По указанию А. Н. Лескова, имеется в виду А. А. Радонежский — чиновник и литератор, выпускавший ‘елейно-ернические изданьица’. ‘Он тщательно обхаживал Лескова в период устройства себя в Ученый комитет Министерства народного просвещения, членом которого состоял в то время Лесков’. После отчисления Лескова от службы за вредное направление его литературной деятельности ‘благочестивый и мудроосмотрительный ‘приятель’ больше у Лескова зрим не был’ (там же, стр. 100).
Стр. 306. …в сопровождении одного легконравного артиста… — По указанию А. Н. Лескова, ‘по всей вероятности Базаров — актер и антрепренер театра в так называвшемся в просторечии ‘Приказчичьем’ клубе, на Владимирском проспекте… в котором… происходили довольно фривольные маскарады’ (там же, стр. 100 — 101).
Стр. 307. …под звуки скобелевского марша… — Скобелев Михаил Дмитриевич (1843 — 1882), генерал-адъютант, получил особенную известность в русско-турецкой войне 1877 — 1878 годов. Популярность марша в честь Скобелева в это время связана, очевидно, с недавней смертью генерала.
‘Проствейн’ — шутливое название водки, соединение русского ‘простое’ с немецким ‘вейн’ (вино).
Стр. 308. Сужект — шутливое соединение слов: сюжет и субъект.
Его, как Ерша Ершовича, по всем русским рекам и морям знают. — В популярной сатире XVII века ‘Повесть о Ерше Ершовиче’ герой, ‘ябедник, вор и разбойник’ Ерш Ершович хвастает, что его знает ‘весь мир во многих людях и городах’.
Стр. 309. …мне казалось, что в нем сидит не один Собакевич, а и Константин Костанджогло, который рыбью шелуху варит. — В третьей главе II тома ‘Мертвых душ’ ‘идеальный помещик’ Костанжогло ругает помещиков, увлекающихся хозяйственными реформами по западным образцам и строительством заводов и фабрик, которым он противопоставляет ‘законно’, ‘естественно возникающие предприятия, приводится такой пример последних: ‘Рыбью шелуху сбрасывали на мой берег в продолжение шести лет сряду промышленники, — ну, куда ее девать?

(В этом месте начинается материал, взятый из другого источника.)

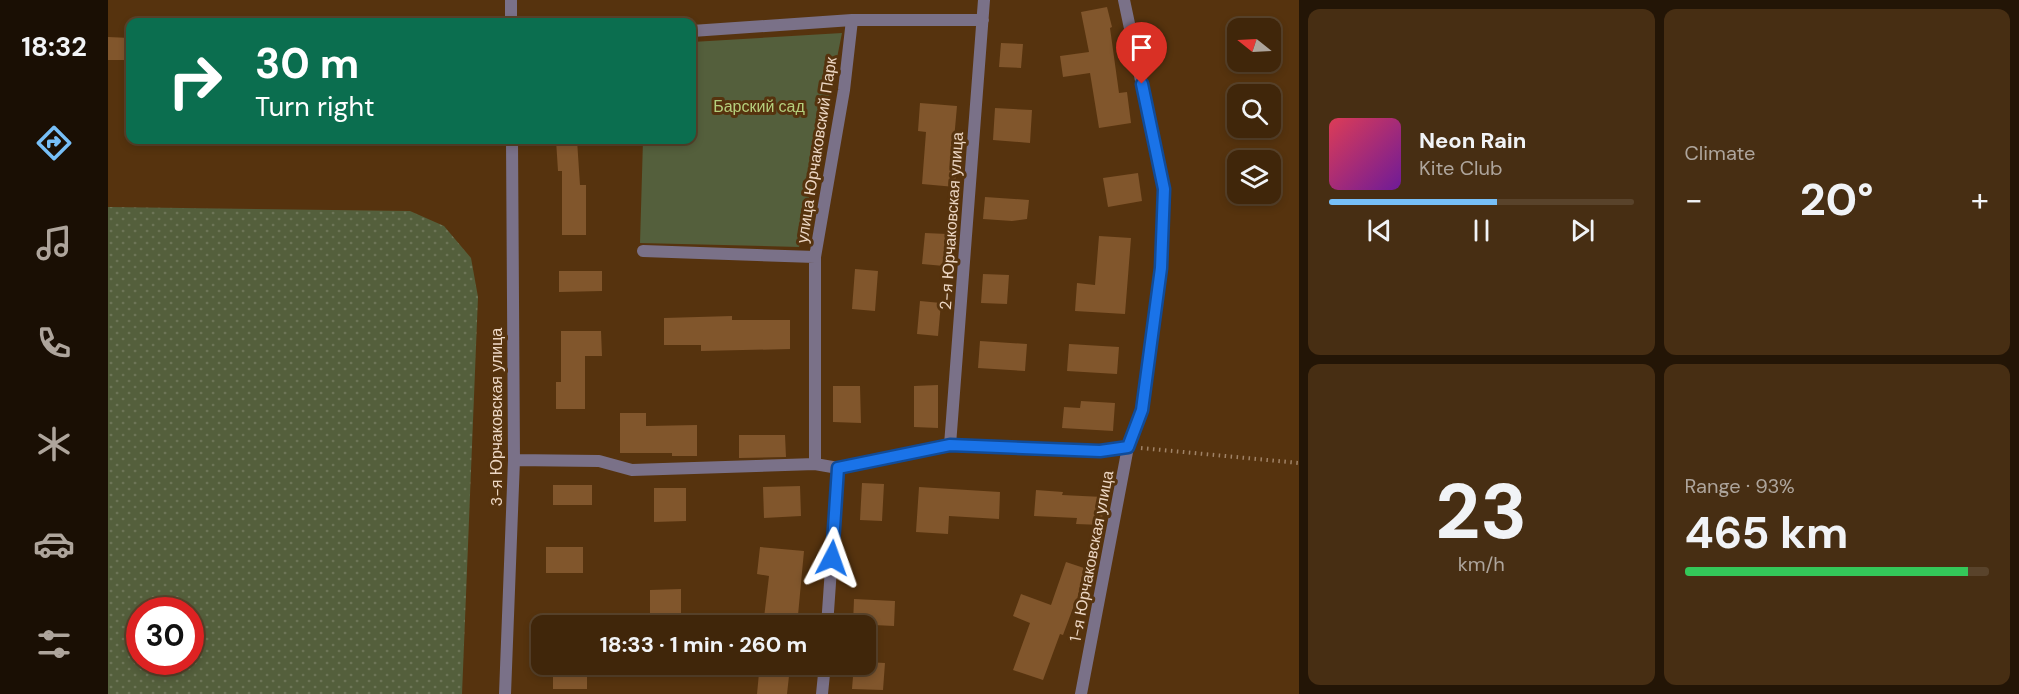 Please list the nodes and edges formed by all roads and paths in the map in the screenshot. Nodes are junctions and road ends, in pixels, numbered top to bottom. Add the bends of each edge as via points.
1 (511, 0) edge
2 (984, 0) edge
3 (1124, 0) edge
4 (511, 18) edge
5 (852, 20) junction
6 (983, 20) junction
7 (696, 31) edge
8 (512, 144) edge
9 (642, 251) dead end
10 (815, 257) junction
11 (950, 445) junction
12 (1128, 447) junction
13 (514, 460) junction
14 (1299, 463) edge
15 (815, 464) junction
16 (838, 468) junction
17 (828, 615) edge
18 (824, 675) edge
19 (505, 694) edge
20 (822, 694) edge
21 (1081, 694) edge

1 - 4 street
2 - 6 street, 2-я Юрчаковская улица
3 - 12 street, 1-я Юрчаковская улица via 1164,189 1161,268 1142,410
5 - 6 street
5 - 7 street
5 - 10 street, улица Юрчаковский Парк
6 - 11 street, 2-я Юрчаковская улица
8 - 13 street, 3-я Юрчаковская улица
9 - 10 street, улица Юрчаковский Парк
10 - 15 street
11 - 12 street via 1100,451
11 - 16 street
12 - 14 path
12 - 21 street, 1-я Юрчаковская улица
13 - 15 street via 599,461 632,470
13 - 19 street, 3-я Юрчаковская улица
15 - 16 street
16 - 17 street
18 - 20 street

Я начал из нее варить клей, да сорок тысяч и взял’.
…места из похвального слова Захарова Екатерине, которое находится в ‘Рассуждении о старом и новом слоге’. — В приложении к трактату А. С. Шишкова ‘Рассуждение о старом и новом слоге российского языка’ (СПб., 1803) дан, как один из образцов хорошего слога, отрывок из книги сенатора и писателя И. С. Захарова (ум. 1816) ‘Похвала Екатерине Второй’ (СПб., 1802).
Стр. 309. Точию (древнерусск.) — только.
Стр. 311. ‘Коль славен наш господь в Сионе’ — известный религиозный гимн на слова М. М. Хераскова.